俺とほぼ同じ身長だが、細身でスカした優男だ。

 おまけに育ちだってお上品とくるから、始末におえない。

 持ってるやつはなんでも持ってる、それが世の中の仕組みだよな。

 北方の名家クルスニカの息子、正真正銘の貴族の坊ちゃんが、

何の用でこんな大都会に出てきて、俺と同居するハメになったのか。

 しかも、過去に凄惨な一家心中があった訳アリ格安の築30年物件でね。

 まあ、事情はそのうち話すな。

 このアリグラのことは、とりあえず今は俺の相棒の

“クソメガネ”と覚えておいてくれればいい。

「そんなとこで妙なクスリをキメた牛みたいに寝そべってないで、

二階の自分の部屋で寝てくださいよ」

「うるせーな。別にそれくらいかまわんだろうが」

 ちなみに二階にあるのが俺とアリグラの私室。

 この一軒家はもともとごく普通の住宅だから、一番広い部屋をオフィス兼応接室に設定したら、

 壁と扉を経て奥にリビングとキッチンがあるちょっと妙な間取りになっちまった。

「君はかまわないだろうが、僕は気になるんですよ。

 君は態度がでかい、性格がふてぶてしい、食ったらすぐ寝る。

 存在感の無駄なボリューム感が、やっぱり牛に似ていますね」

「ほっとけよ……」

「加えて飲酒のペースは守れないし、だらしがなくて教養もなく、

 運にも見放されており、なによりも人徳がない……

 人間性の貧困ぶりの王立博物館だ!」

「ちぇっ。ま、確かにちょいと飲みすぎたけどよ。

 もうちょっと優しくしてくれてもいーんじゃねえの……? 

 あ、べ、別に好きとかそーいうんじゃないんだからね!」

「……リアルで銀のスペル・バレット撃ち込んで、

 復活できないように頭を下にして埋葬してあげましょうか?」

 俺は吸血鬼か魔物のたぐいか。

「へえへえ、ちょっとからかってみただけでごぜーますよ、アリグラぼっちゃん」

 俺は亀のように首を縮めて言った。

「もちろん、わかってます。

 冗談は、その目つきの悪い悪人面と君の底辺人生だけにしていただきたい。

 で、食事、どうします?」

「もらう。けどそれにしても、たまにはさ……」

「なにか?」

「肉だよ、やっぱ! 肉が食いてえ……そう、ぶ厚いステーキだ!

 つけあわせはポテトとニンジン、コショウと塩を一つまみ散らして、

 脂がジュウジュウ言ってるレア、焼き立てのヤツ!」

「そんな夢でも見てたんですか? 僕はこれでも、完璧に栄養バランスを計算しているつもりです。
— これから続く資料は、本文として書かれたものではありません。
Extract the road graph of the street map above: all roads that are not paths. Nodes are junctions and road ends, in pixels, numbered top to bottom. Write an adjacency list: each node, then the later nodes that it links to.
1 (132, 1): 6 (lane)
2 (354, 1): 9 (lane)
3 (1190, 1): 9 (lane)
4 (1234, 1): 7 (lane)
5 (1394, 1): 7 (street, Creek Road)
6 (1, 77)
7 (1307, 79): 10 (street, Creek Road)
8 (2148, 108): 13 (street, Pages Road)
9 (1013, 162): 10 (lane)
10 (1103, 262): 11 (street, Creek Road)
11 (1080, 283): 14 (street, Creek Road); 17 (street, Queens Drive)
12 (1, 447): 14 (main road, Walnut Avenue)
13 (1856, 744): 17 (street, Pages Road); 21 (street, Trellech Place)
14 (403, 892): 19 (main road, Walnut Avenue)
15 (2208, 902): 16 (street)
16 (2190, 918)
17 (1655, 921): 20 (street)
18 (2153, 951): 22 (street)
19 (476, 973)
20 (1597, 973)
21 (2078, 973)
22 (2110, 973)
 そんなに肉が食べたいなら自慢の腕かフトモモの筋肉でも切り出して焼いたらどうですか、ジグザ・バドラルク君」

「猟奇妄想のガルキ憑きかよ!?」

「ふふ、まあスジ張ってて美味ではないでしょうね。

 相当ぐつぐつ煮込まないと……あ、もちろん冗談ですから」

「あたりめーだ。だいたいな」

 俺は軽く肩をすくめる。

「……悲しいかな、金がもうねえよ」

 またも襲ってきた二日酔いの頭痛に顔をしかめ、俺はリビングの床に転がった空き缶の山を眺める。

 もちろん、格安の特売泡酒ばかり。しめて3000ティカちょいの安っぽい天国の残骸が、そこにあった。
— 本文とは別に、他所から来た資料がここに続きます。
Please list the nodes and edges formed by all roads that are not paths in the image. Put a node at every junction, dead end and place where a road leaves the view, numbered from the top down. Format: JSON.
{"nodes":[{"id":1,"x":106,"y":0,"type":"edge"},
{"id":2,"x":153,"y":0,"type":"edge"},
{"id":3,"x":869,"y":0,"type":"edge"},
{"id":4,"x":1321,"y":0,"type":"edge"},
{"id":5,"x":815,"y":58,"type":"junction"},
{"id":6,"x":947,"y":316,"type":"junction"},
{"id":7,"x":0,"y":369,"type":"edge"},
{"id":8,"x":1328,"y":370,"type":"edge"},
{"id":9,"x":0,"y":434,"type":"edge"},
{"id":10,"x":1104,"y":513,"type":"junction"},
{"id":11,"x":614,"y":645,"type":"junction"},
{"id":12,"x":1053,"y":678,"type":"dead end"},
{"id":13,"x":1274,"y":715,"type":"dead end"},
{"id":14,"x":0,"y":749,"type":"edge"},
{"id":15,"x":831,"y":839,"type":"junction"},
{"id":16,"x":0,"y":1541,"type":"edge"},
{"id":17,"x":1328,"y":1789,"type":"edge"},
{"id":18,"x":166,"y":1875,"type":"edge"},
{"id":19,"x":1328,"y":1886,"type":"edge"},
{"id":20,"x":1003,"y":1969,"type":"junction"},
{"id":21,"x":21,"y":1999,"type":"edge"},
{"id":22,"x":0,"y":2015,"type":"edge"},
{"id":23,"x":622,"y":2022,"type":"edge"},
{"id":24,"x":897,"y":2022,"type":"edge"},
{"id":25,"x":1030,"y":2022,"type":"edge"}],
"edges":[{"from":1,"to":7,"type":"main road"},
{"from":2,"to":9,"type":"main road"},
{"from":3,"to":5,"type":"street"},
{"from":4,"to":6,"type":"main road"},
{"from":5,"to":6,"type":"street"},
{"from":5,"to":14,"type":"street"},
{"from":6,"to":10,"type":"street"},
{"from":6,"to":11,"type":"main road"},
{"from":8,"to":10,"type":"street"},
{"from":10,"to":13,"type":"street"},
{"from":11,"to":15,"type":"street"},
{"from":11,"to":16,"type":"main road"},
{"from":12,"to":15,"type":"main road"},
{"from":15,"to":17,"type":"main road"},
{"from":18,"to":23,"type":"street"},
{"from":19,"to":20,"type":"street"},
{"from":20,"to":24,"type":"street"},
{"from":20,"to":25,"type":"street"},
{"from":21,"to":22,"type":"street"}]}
「精進料理ばっかは、飽きるんだよ。お前みたいにウザート様の信者じゃねーんでな、俺は」

 軽口を叩きつつ、近くに散らかっていたシャツを体に引っ掛け、俺はひょい、とソファから降りた。

 ちなみに今日のメニューは野菜炒めのようだが、昨日は大皿山盛りの千切りキャベツ、その前は野菜スティックの和え物、潰しコンニャクゼリー乗せ。アホか。

「ザウートです。御名を違えるのは、冒涜ですよ。それに、教えの上で食事に制限はない」

「あら、そう? でも、過度なダイエットは推奨してるんですかね?」

「いいえ。ダイエットは僕の個人的な意思によるものです。神の導きでこの世に生まれ落ちておきながら、

 自分という存在が、美しく均整がとれた肉体を保っていないなんて、許しがたいことだ……

 そう思いませんか」

 サラリと言い放つ。過剰なナルシストは女に嫌われるはずなんだが、こいつの場合は妙な自信と融合して、

 一種のアイデンティティーとして確立されちゃってるから、女はあまり嫌味に感じないのかも。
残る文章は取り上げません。